▸ **EXERCISE DIRECTIONS**
A word-for-word copy of the entries is needed, and it should contain no images.

#### PROVIDED RECORDS ####

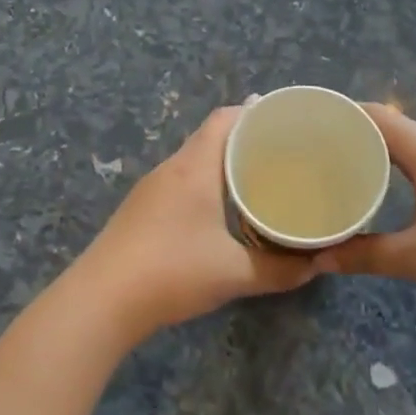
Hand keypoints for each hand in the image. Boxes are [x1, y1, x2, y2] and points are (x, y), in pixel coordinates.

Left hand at [71, 107, 320, 342]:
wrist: (101, 301)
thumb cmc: (171, 272)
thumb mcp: (233, 273)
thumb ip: (278, 269)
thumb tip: (314, 265)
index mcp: (194, 167)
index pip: (225, 119)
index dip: (255, 113)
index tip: (285, 122)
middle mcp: (171, 168)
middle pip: (210, 136)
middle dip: (246, 140)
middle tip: (282, 153)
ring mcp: (151, 188)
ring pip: (194, 160)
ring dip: (224, 163)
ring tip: (259, 177)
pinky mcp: (141, 210)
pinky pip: (181, 181)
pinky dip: (206, 183)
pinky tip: (221, 208)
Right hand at [324, 105, 415, 317]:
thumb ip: (366, 255)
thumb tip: (319, 261)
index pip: (380, 117)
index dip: (345, 114)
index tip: (311, 123)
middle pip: (396, 128)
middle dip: (358, 134)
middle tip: (319, 151)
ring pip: (415, 147)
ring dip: (382, 152)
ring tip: (347, 169)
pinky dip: (404, 168)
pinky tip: (392, 191)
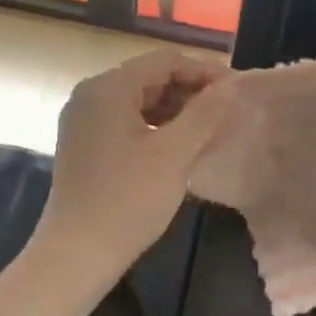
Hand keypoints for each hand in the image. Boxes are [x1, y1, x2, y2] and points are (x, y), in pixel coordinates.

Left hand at [32, 49, 233, 287]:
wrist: (78, 253)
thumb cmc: (129, 199)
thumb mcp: (175, 154)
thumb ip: (205, 113)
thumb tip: (232, 84)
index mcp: (107, 88)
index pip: (164, 62)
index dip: (205, 72)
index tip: (238, 91)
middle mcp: (90, 96)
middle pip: (150, 78)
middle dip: (191, 91)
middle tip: (228, 112)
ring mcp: (84, 122)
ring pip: (140, 102)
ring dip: (176, 111)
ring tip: (210, 130)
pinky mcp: (85, 146)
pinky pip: (127, 123)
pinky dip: (157, 128)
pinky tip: (180, 147)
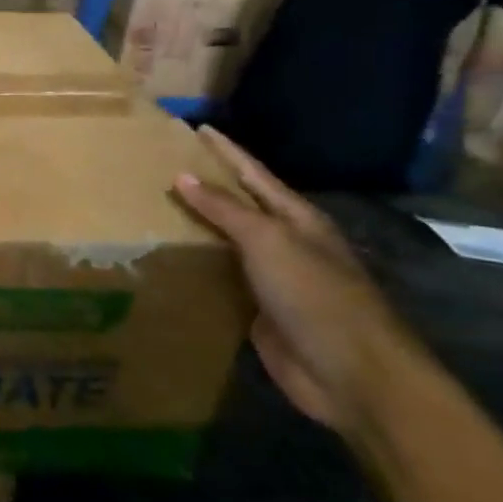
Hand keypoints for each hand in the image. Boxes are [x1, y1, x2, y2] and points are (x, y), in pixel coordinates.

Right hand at [175, 126, 415, 434]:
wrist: (350, 374)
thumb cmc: (315, 296)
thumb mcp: (269, 242)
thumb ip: (226, 209)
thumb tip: (182, 176)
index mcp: (296, 219)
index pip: (253, 174)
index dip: (226, 151)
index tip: (197, 128)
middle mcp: (285, 243)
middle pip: (239, 206)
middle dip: (205, 186)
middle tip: (161, 167)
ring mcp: (271, 279)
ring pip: (225, 243)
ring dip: (194, 228)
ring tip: (152, 209)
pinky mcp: (256, 311)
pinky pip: (218, 279)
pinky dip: (194, 267)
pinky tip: (167, 260)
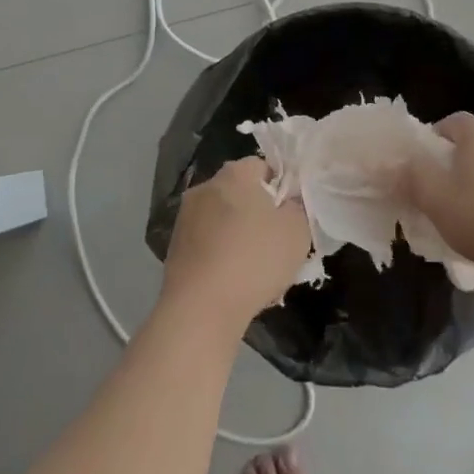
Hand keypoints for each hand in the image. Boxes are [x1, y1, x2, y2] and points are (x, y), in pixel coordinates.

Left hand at [161, 157, 310, 332]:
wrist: (201, 308)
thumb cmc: (255, 260)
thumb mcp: (297, 231)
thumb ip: (298, 207)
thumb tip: (289, 201)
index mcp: (235, 174)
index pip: (263, 166)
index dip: (281, 188)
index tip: (290, 215)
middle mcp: (205, 186)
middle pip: (240, 192)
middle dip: (258, 212)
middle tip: (276, 241)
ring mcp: (185, 216)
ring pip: (222, 218)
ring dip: (238, 234)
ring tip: (255, 267)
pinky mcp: (174, 246)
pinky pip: (207, 242)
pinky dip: (220, 254)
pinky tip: (233, 280)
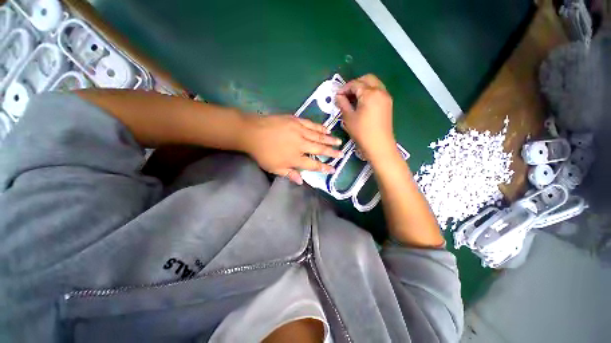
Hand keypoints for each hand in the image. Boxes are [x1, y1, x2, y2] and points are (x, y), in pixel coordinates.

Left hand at [241, 115, 342, 183]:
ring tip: (338, 141)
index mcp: (295, 158)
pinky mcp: (296, 121)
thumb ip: (289, 174)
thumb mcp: (274, 168)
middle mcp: (301, 145)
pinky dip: (320, 128)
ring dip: (329, 139)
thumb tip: (301, 182)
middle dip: (332, 152)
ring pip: (318, 136)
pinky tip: (327, 129)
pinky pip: (312, 125)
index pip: (313, 164)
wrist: (252, 132)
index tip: (333, 169)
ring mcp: (299, 131)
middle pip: (320, 149)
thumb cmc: (262, 153)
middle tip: (341, 153)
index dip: (324, 167)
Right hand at [335, 74, 396, 160]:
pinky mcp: (388, 104)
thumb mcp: (349, 118)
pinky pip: (378, 92)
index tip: (337, 95)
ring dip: (363, 88)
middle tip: (345, 95)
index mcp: (370, 93)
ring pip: (374, 84)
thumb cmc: (362, 132)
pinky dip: (369, 93)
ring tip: (353, 99)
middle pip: (367, 79)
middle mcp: (380, 91)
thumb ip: (343, 104)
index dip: (344, 88)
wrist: (379, 145)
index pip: (355, 84)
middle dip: (355, 84)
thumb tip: (338, 96)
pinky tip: (361, 103)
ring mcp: (386, 97)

####

▸ **RESPONSE TO THIS TASK**
Hand keypoints for each hand in the image. Boxes are [x1, y1, x2, y2] and points are (x, y), in pixel coordinates.

Left hand at [71, 107, 320, 342]:
wrist: (101, 301)
thumb cmc: (171, 272)
thumb mcp: (233, 273)
thumb ip: (278, 269)
thumb tip: (314, 265)
index mcp: (194, 167)
index pip: (225, 119)
index dip: (255, 113)
index tip: (285, 122)
middle mcp: (171, 168)
middle pip: (210, 136)
middle dip: (246, 140)
middle tip: (282, 153)
ring mcp: (151, 188)
ring pip: (194, 160)
ring dip: (224, 163)
ring tip: (259, 177)
pinky mcp: (141, 210)
pinky pip: (181, 181)
pinky dip: (206, 183)
pinky tip: (221, 208)
Right hand at [324, 105, 415, 317]:
thumb ip: (366, 255)
thumb tip: (319, 261)
index pip: (380, 117)
index dip: (345, 114)
index tip: (311, 123)
middle pip: (396, 128)
middle dip: (358, 134)
middle tip: (319, 151)
ring pip: (415, 147)
ring dip: (382, 152)
ring tip: (347, 169)
pinky dip: (404, 168)
pinky tip: (392, 191)
Hand keypoints for each hand in the image. Boxes are [x1, y1, x2, y2] and points are (x, y), in pixel coordinates.

Left hand at [32, 49, 233, 287]:
wrist: (78, 253)
thumb cmc: (129, 199)
thumb mcp: (175, 154)
thumb ip: (205, 113)
thumb tip: (232, 84)
index mcp: (107, 88)
index pip: (164, 62)
index dip: (205, 72)
index tip: (238, 91)
middle mcp: (90, 96)
middle pip: (150, 78)
middle dip: (191, 91)
middle tip: (228, 112)
ring mcp: (84, 122)
ring pip: (140, 102)
ring dip: (176, 111)
ring tip: (210, 130)
pinky mcp: (85, 146)
pinky pip: (127, 123)
pinky dip: (157, 128)
pinky tip: (180, 147)
Hand keypoints for each hand in the image. Boxes are [x1, y1, x2, y2] and points are (x, y), in pixel coordinates.

Right hand at [175, 126, 415, 434]:
wrist: (350, 374)
thumb cmc: (315, 296)
thumb mcp: (269, 242)
thumb ip: (226, 209)
thumb tip: (182, 176)
index mcp: (296, 219)
index pip: (253, 174)
index dip: (226, 151)
index tip: (197, 128)
middle mcp: (285, 243)
middle pip: (239, 206)
middle dip: (205, 186)
middle tip: (161, 167)
ring mcp: (271, 279)
ring pip: (225, 243)
ring dip: (194, 228)
ring tip: (152, 209)
pinky mcp: (256, 311)
pinky pip: (218, 279)
pinky dip: (194, 267)
pinky tip: (167, 260)
Hand keypoints for each hand in the image. Boxes are [x1, y1, x2, y2] and points are (x, y), in pixel coordinates.

Left hand at [161, 157, 310, 332]:
wrist: (201, 308)
thumb cmc: (255, 260)
thumb mcp: (297, 231)
thumb ip: (298, 207)
thumb tip: (289, 201)
index mcp: (235, 174)
index pip: (263, 166)
index dip: (281, 188)
index tip: (290, 215)
middle mcp: (205, 186)
middle pip: (240, 192)
middle dip: (258, 212)
middle tip: (276, 241)
ring mcp: (185, 216)
ring pip: (222, 218)
ring dip: (238, 234)
ring tip: (255, 267)
pinky mcp: (174, 246)
pinky pip: (207, 242)
pinky dip: (220, 254)
pinky tip: (233, 280)
Hand keypoints for each hand in the image. Boxes are [x1, y1, x2, y2] and points are (x, y), in pixel coordinates.

Left hand at [241, 115, 342, 183]:
ring tip: (338, 141)
index mcp: (295, 158)
pinky mcp: (296, 121)
thumb ip: (289, 174)
thumb mcp: (274, 168)
middle mcp: (301, 145)
pinky dip: (320, 128)
ring dip: (329, 139)
thumb tip: (301, 182)
middle dip: (332, 152)
ring pip: (318, 136)
pinky tip: (327, 129)
pinky pip: (312, 125)
index pip: (313, 164)
wrist: (252, 132)
index tip: (333, 169)
ring mcp: (299, 131)
middle pip: (320, 149)
thumb cmc: (262, 153)
middle tip: (341, 153)
index dip: (324, 167)
Right hand at [335, 74, 396, 160]:
pinky mcp: (388, 104)
thumb mcp: (349, 118)
pinky pip: (378, 92)
index tip: (337, 95)
ring dip: (363, 88)
middle tip: (345, 95)
index mcp: (370, 93)
ring pip: (374, 84)
thumb cmc: (362, 132)
pinky dip: (369, 93)
ring tip: (353, 99)
middle pip: (367, 79)
middle mcp: (380, 91)
thumb ip: (343, 104)
index dip: (344, 88)
wrist: (379, 145)
index pip: (355, 84)
middle dip: (355, 84)
thumb tip: (338, 96)
pinky tip: (361, 103)
ring mcp: (386, 97)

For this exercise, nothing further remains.